===== MATERIAL SUPPLIED

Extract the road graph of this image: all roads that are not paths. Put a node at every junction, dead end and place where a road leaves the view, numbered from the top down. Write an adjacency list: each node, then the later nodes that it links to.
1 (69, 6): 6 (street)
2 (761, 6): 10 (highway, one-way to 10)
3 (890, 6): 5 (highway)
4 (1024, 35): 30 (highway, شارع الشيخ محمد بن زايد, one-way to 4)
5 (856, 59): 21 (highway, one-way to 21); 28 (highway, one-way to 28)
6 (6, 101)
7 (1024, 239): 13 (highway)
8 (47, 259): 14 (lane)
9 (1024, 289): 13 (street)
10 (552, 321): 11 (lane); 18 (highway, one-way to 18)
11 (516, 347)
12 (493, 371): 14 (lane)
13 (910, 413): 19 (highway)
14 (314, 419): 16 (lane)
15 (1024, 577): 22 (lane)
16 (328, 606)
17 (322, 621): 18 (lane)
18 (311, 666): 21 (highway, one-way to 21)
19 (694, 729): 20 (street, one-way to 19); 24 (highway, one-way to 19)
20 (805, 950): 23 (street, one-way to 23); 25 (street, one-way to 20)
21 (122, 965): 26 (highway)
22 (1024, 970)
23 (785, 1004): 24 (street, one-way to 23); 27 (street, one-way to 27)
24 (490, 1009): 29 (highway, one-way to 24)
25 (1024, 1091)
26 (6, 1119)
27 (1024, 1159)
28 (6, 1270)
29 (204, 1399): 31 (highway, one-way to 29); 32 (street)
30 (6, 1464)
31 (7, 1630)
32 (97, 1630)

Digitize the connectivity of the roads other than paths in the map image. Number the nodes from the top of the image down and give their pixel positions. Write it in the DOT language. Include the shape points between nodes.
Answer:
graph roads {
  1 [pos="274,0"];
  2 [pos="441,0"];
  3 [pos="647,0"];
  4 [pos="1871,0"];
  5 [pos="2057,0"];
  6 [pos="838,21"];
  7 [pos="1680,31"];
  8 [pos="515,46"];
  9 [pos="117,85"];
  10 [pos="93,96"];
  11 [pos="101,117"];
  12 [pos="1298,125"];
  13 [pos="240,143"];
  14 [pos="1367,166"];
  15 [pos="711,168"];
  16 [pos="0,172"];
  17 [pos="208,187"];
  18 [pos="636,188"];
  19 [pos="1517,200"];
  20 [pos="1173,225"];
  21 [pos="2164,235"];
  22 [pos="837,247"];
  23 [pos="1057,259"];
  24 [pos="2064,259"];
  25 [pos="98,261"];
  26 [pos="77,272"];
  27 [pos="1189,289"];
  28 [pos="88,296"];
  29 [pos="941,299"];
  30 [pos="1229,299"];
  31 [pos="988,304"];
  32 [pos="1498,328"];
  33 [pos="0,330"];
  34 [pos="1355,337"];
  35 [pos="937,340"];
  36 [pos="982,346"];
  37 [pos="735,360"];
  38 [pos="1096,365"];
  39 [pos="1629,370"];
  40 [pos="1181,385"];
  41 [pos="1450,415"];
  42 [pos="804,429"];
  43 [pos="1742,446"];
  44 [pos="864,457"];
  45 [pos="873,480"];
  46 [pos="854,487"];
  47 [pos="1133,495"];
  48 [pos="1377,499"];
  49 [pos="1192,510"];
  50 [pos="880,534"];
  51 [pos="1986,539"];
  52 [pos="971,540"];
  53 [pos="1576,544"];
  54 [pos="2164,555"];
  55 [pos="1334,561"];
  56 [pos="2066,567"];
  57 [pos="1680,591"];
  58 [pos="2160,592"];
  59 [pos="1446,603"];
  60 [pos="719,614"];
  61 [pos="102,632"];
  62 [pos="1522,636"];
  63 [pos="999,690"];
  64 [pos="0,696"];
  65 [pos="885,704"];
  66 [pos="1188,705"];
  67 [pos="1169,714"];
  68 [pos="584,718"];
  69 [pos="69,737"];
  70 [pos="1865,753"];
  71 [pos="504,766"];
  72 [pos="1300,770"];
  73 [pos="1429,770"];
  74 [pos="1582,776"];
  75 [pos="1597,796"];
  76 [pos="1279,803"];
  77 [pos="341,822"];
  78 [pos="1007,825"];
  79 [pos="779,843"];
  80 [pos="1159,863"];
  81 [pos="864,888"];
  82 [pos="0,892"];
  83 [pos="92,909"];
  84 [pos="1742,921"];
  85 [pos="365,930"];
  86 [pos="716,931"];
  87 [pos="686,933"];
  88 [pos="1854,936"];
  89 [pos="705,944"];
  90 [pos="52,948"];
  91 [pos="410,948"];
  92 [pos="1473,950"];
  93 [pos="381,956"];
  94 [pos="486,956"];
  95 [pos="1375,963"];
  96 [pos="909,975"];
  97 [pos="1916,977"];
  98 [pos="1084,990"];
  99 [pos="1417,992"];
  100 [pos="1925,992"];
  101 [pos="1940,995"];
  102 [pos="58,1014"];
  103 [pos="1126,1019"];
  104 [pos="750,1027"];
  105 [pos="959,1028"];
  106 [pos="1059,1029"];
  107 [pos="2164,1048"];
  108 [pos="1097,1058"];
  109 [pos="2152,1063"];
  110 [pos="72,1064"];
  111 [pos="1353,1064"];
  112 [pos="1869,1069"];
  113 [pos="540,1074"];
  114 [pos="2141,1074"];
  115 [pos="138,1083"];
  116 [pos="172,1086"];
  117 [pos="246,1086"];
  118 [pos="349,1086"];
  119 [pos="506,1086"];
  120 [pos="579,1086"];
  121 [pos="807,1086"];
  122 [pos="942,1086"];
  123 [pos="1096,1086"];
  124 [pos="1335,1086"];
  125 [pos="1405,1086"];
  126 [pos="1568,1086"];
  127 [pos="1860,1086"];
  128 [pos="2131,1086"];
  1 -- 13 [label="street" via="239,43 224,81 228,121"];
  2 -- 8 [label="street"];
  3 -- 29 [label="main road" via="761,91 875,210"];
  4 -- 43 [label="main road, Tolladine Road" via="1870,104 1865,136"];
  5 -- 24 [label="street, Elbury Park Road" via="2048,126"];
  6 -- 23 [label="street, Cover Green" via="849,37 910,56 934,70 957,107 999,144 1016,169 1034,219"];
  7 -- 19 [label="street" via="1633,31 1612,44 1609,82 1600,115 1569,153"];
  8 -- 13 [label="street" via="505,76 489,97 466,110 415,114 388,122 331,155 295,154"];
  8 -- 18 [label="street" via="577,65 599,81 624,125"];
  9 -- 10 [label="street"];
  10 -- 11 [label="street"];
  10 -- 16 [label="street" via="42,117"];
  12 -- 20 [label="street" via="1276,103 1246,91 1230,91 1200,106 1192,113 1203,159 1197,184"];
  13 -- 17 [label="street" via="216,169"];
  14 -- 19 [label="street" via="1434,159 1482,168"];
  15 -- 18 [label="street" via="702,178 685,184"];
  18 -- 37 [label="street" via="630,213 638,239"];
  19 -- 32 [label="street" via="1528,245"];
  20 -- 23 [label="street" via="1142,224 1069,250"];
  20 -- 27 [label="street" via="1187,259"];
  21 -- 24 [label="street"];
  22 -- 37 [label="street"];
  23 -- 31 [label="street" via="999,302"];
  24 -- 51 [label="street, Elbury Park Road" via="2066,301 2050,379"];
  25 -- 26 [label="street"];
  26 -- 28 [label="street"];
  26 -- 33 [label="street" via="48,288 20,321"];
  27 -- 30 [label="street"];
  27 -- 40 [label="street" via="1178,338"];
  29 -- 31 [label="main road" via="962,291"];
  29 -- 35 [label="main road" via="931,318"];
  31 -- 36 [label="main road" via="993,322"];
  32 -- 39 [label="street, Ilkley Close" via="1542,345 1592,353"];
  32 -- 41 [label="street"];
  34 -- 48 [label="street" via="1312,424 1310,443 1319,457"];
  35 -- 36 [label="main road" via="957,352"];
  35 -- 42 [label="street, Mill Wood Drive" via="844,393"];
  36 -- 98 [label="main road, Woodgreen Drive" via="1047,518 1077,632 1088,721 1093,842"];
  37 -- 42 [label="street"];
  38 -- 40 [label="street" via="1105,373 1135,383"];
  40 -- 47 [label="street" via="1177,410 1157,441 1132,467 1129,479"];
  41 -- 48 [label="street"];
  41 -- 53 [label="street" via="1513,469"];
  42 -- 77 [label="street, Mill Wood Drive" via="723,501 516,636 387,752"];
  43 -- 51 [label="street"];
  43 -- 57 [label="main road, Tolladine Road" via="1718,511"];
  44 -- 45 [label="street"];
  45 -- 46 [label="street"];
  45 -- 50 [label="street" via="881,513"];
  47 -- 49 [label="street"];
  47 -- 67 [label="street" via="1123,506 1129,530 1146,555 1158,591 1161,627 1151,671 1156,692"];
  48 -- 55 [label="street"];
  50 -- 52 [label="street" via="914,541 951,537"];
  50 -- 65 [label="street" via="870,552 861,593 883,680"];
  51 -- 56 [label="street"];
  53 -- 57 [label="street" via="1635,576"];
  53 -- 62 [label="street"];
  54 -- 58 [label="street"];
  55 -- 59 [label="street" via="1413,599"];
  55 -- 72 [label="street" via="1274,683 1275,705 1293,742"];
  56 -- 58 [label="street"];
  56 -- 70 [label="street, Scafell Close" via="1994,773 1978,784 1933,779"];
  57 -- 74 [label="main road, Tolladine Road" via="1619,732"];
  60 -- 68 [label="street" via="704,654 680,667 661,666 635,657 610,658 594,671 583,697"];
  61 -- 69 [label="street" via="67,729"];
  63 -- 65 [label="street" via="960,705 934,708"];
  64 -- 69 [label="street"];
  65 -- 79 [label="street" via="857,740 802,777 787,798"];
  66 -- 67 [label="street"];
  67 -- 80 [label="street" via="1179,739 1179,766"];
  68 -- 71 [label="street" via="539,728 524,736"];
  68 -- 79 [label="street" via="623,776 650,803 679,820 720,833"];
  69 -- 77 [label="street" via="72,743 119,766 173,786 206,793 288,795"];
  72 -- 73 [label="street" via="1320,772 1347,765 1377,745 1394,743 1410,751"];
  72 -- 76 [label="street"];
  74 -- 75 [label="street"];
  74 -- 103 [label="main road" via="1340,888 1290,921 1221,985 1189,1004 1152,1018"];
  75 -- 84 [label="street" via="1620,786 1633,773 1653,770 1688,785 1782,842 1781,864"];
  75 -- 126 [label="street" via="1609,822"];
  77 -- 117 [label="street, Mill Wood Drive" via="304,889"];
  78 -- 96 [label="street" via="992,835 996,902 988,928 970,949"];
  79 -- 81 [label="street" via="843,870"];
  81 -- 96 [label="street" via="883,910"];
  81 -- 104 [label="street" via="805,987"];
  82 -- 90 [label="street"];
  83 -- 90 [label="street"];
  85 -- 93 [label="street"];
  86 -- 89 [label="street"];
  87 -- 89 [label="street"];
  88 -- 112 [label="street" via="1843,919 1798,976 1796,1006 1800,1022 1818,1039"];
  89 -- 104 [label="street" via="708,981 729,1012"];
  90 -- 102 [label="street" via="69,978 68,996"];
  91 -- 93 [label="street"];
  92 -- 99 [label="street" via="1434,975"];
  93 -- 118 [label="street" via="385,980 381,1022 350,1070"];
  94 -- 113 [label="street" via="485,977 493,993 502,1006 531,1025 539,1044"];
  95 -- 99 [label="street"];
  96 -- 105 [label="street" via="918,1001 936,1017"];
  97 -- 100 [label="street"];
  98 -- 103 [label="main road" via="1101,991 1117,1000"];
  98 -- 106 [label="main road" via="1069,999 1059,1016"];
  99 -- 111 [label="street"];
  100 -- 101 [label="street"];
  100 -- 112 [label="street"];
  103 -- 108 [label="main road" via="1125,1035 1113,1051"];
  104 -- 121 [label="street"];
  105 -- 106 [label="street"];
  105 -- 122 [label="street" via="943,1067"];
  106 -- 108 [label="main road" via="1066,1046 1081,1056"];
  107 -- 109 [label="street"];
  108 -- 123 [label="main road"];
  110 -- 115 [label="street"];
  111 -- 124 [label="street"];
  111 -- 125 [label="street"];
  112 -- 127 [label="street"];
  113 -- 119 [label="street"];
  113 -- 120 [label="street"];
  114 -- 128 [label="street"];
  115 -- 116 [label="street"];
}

==========

- **DIRECTIONS FOR THIS TASK**
Go line by line through the data and copy any that contain "from".

- **ANSWER BELOW**
Extract the road graph of this image: all roads that are not paths. Put a node at every junction, dead end and place where a road leaves the view, numbered from the top down. Write an adjacency list: each node, then the later nodes that it links to.
Digitize the connectivity of the roads other than paths in the map image. Number the nodes from the top of the image down and give their pixel positions. Write it in the DOT language. Include the shape points between nodes.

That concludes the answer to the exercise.